*The task*. Would you copy out each line of the records below that includes the word "Lourival"?

*Supplied records*.
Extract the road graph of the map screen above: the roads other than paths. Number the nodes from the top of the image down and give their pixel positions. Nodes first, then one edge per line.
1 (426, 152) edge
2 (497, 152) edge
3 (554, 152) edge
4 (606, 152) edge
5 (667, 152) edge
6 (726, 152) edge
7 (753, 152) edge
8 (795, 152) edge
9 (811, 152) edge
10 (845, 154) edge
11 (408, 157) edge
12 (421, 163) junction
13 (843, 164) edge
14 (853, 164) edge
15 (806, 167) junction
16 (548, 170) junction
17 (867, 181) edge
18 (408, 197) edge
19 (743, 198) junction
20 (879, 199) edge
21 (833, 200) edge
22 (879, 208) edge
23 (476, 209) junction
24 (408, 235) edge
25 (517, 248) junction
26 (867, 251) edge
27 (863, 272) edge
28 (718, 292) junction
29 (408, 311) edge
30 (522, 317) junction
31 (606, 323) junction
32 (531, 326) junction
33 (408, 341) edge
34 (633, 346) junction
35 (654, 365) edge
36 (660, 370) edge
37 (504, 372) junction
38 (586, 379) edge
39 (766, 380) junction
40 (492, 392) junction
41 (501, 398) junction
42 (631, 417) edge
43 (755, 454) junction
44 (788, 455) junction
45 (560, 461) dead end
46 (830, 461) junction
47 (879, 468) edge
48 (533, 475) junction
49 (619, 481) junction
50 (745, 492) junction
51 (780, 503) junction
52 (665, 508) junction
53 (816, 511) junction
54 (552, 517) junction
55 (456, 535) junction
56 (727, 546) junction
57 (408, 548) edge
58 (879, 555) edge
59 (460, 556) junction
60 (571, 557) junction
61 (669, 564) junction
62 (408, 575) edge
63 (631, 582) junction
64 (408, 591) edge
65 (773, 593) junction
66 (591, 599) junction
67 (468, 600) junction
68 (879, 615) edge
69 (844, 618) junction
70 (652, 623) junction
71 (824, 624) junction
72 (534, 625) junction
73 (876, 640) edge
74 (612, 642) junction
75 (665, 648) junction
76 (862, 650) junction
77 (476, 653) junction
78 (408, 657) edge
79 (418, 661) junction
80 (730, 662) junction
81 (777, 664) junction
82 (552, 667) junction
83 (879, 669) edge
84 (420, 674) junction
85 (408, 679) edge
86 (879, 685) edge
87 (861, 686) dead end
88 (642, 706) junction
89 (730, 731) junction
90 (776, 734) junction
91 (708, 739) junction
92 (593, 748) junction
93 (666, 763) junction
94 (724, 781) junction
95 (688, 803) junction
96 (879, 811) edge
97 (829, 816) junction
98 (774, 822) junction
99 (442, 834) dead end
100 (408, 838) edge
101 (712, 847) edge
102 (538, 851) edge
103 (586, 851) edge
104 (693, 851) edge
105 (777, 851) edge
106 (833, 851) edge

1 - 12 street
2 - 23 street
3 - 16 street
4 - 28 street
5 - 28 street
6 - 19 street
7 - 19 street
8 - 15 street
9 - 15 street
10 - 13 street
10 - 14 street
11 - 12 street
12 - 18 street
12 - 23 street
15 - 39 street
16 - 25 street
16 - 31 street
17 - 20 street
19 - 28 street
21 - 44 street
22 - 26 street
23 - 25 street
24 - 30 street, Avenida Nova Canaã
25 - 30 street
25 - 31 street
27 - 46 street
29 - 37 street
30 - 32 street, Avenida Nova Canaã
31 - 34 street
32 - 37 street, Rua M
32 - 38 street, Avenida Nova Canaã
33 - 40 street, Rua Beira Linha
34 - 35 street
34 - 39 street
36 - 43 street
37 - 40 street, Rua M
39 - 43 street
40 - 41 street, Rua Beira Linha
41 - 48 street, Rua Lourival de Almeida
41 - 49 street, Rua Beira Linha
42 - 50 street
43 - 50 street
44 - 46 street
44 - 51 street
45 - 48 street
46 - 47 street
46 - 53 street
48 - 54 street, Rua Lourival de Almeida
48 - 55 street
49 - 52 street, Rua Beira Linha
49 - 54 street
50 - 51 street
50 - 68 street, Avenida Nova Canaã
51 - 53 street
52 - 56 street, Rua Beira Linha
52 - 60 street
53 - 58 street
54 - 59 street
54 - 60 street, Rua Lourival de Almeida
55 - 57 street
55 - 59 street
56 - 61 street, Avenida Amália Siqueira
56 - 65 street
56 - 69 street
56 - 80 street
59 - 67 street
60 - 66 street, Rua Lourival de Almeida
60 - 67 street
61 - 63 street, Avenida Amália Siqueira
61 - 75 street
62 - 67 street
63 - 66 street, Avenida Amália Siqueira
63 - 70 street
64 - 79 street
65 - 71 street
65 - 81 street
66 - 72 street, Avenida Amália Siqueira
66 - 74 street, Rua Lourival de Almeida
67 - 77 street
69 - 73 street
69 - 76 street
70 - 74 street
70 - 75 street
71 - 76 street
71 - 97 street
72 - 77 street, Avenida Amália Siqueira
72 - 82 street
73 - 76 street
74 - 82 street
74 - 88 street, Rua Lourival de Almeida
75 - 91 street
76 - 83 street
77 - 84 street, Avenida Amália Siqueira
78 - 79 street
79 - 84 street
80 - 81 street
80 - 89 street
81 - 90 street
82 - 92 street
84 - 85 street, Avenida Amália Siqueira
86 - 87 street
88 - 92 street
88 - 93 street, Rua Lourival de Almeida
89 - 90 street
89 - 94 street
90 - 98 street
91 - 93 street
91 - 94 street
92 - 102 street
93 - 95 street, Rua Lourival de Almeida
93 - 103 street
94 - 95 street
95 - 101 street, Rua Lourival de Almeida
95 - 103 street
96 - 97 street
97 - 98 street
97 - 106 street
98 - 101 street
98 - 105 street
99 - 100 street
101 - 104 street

*Answer to the exercise*.
41 - 48 street, Rua Lourival de Almeida
48 - 54 street, Rua Lourival de Almeida
54 - 60 street, Rua Lourival de Almeida
60 - 66 street, Rua Lourival de Almeida
66 - 74 street, Rua Lourival de Almeida
74 - 88 street, Rua Lourival de Almeida
88 - 93 street, Rua Lourival de Almeida
93 - 95 street, Rua Lourival de Almeida
95 - 101 street, Rua Lourival de Almeida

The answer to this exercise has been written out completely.